La reina no musitó palabra alguna. Ella se dedicó a seguir a sus servidores a través de los pasillos en absoluto silencio. Todo lo que se podía escuchar era el eco que emitían sus seguras pisadas sobre el marmoleado piso del palacio.

Cuando alcanzaron el salón del trono, Selene abrió las puertas e hizo ingreso, buscando de inmediato la figura de su hija.

- ¡Serenity! –

Allí estaba, justo en medio del salón, sana y salva. Tantos días habían pasado sin tenerla a su lado, realmente se sintieron como una eternidad. La reina daba gracias de que su hija haya vuelto a su oasis en buen estado.

- ¡Madre mía! – Exclamó la joven princesa una vez que se reencontró con la mayor. Sin pensarlo dos veces, corrió a los brazos de Selene y la abrazó con fuerza. - ¡Te extrañé tanto! –

- También te extrañé, Serenity. –

Sin embargo, el momento pierde su magia cuando ambos soldados que se encontraban en el salón levantan sus armas contra la tutora de la princesa. No hubo orden por parte de la reina para que ellos actuasen de esa manera. No obstante, la mujer tampoco mostraba intenciones de frenar esta violenta reacción de sus servidores.

Setsuna mostraba una firmeza implacable frente a su posición actual. Así mismo Selene, quien se mantenía estoica observando a la otra mujer.

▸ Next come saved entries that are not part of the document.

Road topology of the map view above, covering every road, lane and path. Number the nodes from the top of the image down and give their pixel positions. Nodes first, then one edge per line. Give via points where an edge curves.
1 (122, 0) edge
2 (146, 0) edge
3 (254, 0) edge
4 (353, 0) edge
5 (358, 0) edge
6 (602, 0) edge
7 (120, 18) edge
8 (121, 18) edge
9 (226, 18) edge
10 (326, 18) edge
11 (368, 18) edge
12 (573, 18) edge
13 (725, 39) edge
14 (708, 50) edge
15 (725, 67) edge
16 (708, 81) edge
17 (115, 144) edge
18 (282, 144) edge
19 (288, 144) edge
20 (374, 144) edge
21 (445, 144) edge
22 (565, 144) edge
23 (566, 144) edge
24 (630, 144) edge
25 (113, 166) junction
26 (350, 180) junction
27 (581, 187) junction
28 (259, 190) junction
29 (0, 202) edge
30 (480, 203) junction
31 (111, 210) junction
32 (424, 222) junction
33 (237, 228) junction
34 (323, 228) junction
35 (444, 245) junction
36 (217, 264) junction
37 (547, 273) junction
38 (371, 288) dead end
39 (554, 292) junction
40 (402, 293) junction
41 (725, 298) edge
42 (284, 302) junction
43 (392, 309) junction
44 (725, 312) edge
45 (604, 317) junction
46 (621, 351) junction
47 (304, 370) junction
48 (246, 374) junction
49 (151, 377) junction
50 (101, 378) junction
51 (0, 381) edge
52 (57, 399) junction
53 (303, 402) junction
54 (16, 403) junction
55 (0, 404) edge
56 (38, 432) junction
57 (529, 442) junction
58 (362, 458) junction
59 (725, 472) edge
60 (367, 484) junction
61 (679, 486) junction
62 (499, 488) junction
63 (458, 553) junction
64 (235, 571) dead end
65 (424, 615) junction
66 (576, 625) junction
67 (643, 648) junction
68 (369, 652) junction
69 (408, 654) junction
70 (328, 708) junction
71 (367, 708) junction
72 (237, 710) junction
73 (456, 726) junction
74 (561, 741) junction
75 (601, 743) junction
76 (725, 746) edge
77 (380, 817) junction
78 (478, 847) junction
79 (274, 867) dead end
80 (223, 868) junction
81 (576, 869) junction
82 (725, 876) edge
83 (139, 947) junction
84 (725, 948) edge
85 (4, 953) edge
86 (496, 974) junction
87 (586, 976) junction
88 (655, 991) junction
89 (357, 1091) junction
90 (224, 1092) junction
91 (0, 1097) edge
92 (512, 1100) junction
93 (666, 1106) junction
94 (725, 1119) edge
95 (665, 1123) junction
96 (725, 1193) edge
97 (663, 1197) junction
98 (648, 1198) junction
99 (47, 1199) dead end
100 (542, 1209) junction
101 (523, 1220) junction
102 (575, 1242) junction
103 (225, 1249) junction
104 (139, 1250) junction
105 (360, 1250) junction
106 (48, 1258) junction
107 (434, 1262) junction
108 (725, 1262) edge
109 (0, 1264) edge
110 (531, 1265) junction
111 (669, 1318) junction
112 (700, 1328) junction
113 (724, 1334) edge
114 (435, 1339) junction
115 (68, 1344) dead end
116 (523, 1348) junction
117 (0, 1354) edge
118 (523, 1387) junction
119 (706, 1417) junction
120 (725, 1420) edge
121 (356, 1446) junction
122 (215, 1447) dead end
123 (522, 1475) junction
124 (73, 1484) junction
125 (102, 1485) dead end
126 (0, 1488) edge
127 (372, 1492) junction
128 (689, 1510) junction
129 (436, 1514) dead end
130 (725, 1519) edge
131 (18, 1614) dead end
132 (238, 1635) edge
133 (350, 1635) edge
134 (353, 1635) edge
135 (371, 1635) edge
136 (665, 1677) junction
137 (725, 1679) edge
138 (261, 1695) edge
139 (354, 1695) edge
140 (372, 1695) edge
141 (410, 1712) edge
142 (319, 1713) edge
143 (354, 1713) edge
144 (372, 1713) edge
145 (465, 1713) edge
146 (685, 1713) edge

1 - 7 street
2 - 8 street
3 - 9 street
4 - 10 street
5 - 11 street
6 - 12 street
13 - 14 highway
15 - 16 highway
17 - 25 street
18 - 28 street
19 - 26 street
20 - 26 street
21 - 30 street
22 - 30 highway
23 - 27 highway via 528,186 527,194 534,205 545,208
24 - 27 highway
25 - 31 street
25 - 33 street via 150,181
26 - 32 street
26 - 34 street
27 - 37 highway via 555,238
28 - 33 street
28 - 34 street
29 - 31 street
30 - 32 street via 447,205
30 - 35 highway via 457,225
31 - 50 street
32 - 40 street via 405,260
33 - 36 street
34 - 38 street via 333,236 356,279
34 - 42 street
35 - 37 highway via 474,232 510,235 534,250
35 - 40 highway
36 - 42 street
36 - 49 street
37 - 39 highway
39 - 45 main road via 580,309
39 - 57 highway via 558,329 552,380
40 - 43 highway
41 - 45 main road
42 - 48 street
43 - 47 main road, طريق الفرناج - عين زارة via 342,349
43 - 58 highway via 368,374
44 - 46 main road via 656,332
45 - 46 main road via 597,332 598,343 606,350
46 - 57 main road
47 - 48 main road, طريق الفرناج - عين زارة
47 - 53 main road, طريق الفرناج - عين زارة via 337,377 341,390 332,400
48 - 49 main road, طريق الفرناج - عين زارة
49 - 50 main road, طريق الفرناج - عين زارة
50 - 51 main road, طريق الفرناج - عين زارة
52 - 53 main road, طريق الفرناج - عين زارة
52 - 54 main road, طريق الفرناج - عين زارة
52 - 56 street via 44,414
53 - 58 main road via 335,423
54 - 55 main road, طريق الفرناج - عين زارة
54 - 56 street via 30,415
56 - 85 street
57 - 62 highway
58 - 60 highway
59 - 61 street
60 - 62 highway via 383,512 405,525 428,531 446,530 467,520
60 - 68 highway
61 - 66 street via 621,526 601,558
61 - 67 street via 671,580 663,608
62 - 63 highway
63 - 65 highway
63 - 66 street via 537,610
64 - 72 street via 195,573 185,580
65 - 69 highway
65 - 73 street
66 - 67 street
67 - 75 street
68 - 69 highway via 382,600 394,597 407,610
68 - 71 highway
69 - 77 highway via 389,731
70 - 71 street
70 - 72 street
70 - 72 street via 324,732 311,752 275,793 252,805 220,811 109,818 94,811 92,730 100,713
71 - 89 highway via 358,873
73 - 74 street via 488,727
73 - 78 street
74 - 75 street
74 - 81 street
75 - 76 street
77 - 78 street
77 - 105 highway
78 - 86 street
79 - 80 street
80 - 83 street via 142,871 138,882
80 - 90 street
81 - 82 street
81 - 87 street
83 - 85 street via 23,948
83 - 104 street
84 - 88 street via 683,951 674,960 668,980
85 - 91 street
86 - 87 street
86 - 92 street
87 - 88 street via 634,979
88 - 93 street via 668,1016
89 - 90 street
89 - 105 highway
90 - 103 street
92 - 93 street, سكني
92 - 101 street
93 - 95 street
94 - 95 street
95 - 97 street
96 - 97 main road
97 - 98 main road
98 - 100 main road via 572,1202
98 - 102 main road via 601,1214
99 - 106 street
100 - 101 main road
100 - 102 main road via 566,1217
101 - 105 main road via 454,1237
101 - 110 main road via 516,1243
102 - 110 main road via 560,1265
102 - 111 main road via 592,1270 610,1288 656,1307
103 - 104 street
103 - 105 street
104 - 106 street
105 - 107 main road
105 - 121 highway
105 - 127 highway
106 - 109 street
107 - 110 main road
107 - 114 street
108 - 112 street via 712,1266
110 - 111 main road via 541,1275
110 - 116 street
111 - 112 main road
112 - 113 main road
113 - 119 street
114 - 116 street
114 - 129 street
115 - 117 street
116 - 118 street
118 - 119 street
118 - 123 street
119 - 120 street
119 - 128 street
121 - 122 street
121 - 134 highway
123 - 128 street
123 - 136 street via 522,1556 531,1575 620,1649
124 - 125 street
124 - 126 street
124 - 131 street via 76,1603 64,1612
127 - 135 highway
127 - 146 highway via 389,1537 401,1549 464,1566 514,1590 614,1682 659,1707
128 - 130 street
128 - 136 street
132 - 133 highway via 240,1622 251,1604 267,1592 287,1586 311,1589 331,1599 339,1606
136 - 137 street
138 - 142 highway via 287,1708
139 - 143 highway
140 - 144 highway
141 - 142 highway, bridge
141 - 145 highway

- ¿Qué diantres están pensando? – Alzó la voz la joven princesa. Realmente no entendía lo que estaba ocurriendo, pero esta era una bienvenida muy brusca y descortés. - ¡Bajen esas armas! –

- Serenity, calma…- Habló la tutora con tranquilidad. – Sería una tontería matar a la única que cumple con su trabajo en este oasis. –

El semblante severo de la reina se desplomó cuando escuchó esas palabras. ¿Acaso ella lo había logrado? ¿Era posible que después de todo este tiempo halló a quienes buscaba?

- Las he traído conmigo, reina. – La voz de Setsuna sonó con más emoción de la que deseaba mostrar. – Mis antiguas camaradas están de vuelta en su hogar. –

- ¡Ella está diciendo la verdad! – Serenity se alejó del lado de su madre y volvió junto a su tutora. De hecho, se puso entre las amenazantes armas de los soldados y la otra mujer. – Y si toda esta violencia es debido a que crees que ella me llevó a la fuerza, estás equivocada. ¡Fue decisión propia querer acompañar a Setsuna en su viaje! –

La reina Selene se mantenía firme, pero en el interior esta situación llamaba su atención. Esta era la primera vez que veía a la heredera mostrar tanta determinación frente a un hecho. Seguramente Serenity encontraba todo esto injusto y por eso defendía a su tutora.

- También encontré a la portadora del collar. – Añadió Setsuna, rompiendo con el silencio que se instauró en el salón. Su revelación causó la inmediata reacción de la reina, quien levantó la mano e hizo la señal para que los soldados bajaran sus armas. Estaba segura para continuar. – Ella está esperando en el salón de recepción junto a Haruka y Michiru. –

Había pasado tiempo ya desde la última vez que alguien había pronunciado esos nombres en este oasis.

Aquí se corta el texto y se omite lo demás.